This is the 3rd *recorded* time that someone who makes way more money than I do has STOLEN one of my jokes.
Instance 1: Circa 2006, I wrote a potential SNL sketch about the Virgin Mary finding out she's pregnant with God's child on the Maury Povich show.
Then this happened:
(Except in my version, God actually was the father, and he wasn't happy about it. Neither was Joseph. Trick ass hoe.)
Instance 2: While watching Rudolph this holiday season, I had a revelation that the story is really a social commentary on the plight of the Jews. Think about it. Rudolph is cast out because of his nose; the elf is snubbed for wanting to be a DENTIST. Concidence? I think not.

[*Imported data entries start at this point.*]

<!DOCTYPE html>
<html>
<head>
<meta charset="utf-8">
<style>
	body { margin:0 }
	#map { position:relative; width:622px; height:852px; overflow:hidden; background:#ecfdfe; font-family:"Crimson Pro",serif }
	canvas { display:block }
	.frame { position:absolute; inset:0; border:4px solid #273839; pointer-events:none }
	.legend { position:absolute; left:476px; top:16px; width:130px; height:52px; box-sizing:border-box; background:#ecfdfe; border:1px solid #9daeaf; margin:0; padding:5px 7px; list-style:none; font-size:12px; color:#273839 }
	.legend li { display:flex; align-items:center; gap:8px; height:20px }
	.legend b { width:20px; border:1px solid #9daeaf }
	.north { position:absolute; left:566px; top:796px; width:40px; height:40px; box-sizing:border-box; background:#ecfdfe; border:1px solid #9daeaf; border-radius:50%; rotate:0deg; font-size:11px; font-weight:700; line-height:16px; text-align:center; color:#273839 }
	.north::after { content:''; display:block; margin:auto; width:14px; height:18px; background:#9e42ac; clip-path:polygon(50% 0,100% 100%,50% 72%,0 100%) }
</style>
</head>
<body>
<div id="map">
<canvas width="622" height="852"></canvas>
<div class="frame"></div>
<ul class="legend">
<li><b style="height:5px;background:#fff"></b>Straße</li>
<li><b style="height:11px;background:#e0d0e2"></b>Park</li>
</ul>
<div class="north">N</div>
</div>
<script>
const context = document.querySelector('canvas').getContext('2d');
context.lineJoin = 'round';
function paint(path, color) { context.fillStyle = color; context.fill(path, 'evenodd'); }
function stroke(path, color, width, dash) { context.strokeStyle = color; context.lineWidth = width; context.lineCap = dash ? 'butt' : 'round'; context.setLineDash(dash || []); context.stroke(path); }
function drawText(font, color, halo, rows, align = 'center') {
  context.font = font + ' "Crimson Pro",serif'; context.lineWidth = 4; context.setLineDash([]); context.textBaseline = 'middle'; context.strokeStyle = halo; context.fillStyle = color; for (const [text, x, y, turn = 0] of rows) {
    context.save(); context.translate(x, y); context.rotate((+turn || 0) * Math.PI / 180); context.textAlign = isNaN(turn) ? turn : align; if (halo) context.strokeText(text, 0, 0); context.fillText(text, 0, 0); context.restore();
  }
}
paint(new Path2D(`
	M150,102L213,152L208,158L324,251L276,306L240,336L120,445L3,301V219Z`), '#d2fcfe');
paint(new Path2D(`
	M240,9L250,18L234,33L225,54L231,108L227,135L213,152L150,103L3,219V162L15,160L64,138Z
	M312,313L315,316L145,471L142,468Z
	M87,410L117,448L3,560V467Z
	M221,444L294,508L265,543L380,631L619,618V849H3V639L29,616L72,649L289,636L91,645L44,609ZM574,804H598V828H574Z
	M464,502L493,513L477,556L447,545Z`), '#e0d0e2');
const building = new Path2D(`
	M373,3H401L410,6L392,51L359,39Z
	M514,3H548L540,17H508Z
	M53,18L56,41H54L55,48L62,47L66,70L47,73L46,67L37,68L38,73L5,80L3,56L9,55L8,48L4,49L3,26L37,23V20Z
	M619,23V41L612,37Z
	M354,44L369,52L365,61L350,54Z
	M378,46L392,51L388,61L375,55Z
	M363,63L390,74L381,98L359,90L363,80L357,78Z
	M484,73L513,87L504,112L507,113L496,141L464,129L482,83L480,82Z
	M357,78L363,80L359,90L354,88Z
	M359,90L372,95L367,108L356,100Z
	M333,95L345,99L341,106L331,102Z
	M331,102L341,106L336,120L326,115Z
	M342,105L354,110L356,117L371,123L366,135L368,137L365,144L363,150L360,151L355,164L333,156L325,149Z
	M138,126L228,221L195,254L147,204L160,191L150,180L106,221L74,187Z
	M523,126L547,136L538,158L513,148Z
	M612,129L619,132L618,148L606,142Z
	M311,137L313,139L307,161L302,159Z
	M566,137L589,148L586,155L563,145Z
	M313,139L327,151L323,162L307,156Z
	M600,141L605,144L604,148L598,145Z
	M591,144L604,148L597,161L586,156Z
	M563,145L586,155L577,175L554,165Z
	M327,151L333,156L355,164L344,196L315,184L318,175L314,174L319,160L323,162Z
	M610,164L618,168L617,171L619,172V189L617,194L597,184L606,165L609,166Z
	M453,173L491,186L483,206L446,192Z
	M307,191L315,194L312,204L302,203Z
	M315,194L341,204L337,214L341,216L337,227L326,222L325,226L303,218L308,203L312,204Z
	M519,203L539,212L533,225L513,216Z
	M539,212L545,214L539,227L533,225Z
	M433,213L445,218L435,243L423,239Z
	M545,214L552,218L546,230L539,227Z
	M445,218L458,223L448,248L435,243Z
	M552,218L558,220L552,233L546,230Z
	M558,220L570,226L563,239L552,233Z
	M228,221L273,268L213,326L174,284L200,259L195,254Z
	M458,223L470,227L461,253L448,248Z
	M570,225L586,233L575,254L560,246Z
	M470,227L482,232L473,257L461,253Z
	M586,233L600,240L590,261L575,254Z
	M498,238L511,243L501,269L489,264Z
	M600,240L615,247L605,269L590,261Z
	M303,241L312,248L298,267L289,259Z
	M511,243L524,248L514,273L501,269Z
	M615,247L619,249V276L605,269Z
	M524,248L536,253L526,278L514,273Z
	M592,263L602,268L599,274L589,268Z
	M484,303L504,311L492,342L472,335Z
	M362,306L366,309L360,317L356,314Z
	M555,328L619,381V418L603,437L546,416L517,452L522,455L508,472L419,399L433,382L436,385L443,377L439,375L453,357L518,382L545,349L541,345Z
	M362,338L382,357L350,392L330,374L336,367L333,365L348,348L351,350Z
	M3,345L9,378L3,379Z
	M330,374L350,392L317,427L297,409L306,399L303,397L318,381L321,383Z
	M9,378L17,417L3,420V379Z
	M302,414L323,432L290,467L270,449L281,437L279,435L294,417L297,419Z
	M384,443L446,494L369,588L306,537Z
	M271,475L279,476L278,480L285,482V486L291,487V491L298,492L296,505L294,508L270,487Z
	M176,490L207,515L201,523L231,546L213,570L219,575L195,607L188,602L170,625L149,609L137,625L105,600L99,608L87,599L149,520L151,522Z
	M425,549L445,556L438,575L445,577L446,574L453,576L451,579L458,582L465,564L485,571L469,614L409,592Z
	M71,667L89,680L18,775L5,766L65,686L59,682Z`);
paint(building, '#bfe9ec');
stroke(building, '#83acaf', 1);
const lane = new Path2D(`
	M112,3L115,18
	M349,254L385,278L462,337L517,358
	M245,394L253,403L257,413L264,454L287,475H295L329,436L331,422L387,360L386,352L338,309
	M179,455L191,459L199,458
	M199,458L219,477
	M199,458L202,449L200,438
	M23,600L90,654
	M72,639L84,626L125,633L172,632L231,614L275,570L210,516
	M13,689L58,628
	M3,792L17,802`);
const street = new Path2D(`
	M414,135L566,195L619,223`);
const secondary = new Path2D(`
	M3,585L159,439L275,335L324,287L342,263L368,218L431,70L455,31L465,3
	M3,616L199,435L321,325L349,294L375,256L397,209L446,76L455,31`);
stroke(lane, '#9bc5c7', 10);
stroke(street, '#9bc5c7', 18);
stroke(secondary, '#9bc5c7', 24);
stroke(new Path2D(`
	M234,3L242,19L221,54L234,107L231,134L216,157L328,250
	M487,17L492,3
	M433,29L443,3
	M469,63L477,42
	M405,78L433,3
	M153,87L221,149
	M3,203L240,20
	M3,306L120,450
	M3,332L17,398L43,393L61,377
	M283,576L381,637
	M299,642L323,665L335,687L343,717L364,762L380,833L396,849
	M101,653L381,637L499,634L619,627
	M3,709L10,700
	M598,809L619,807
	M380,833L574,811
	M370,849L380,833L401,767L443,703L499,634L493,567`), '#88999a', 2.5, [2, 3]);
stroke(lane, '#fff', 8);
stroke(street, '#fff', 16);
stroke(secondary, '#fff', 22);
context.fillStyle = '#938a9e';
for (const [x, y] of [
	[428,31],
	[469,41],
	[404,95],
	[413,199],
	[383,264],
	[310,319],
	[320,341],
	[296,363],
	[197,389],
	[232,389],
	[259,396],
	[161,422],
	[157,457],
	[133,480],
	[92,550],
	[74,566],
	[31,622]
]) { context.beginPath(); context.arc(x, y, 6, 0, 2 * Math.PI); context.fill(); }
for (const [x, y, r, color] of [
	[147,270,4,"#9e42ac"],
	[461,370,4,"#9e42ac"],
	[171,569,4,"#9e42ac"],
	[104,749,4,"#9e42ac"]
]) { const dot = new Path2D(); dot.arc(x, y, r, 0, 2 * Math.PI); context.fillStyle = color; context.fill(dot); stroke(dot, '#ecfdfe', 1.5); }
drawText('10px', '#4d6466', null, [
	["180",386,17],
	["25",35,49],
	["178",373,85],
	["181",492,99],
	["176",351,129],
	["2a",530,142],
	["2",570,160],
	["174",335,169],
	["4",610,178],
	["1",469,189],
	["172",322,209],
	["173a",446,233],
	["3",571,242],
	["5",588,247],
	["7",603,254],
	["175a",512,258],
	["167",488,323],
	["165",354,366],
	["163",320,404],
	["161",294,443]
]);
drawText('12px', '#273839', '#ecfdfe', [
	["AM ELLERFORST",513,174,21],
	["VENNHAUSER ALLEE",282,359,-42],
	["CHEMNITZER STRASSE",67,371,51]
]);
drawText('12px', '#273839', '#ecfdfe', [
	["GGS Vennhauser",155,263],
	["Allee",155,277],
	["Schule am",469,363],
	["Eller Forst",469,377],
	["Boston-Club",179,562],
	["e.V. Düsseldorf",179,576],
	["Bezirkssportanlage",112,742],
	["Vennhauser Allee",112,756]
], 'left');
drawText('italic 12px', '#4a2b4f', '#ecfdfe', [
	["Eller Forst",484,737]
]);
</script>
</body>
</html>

And neither, apparently, does Andy Borowitz:
What the M-F fuck?
There are only three possible reasons why this *keeps* happening to me:
1. Celebrities around the world are evesdropping on my conversations.
2. I have no copyrights nor anyway to prove that I said any of these things unless you trust the word of my friends (which you totally should).
3. I'm unoriginal (!!!!)
This is the darkest day.
Me: I'm just really upset right now because she has a hit show on HBO and I have a blog that 100 people read.
Meredith: You also have a basement apartment.
Me: I don't even have a basement apartment. I RENT a basement* apartment.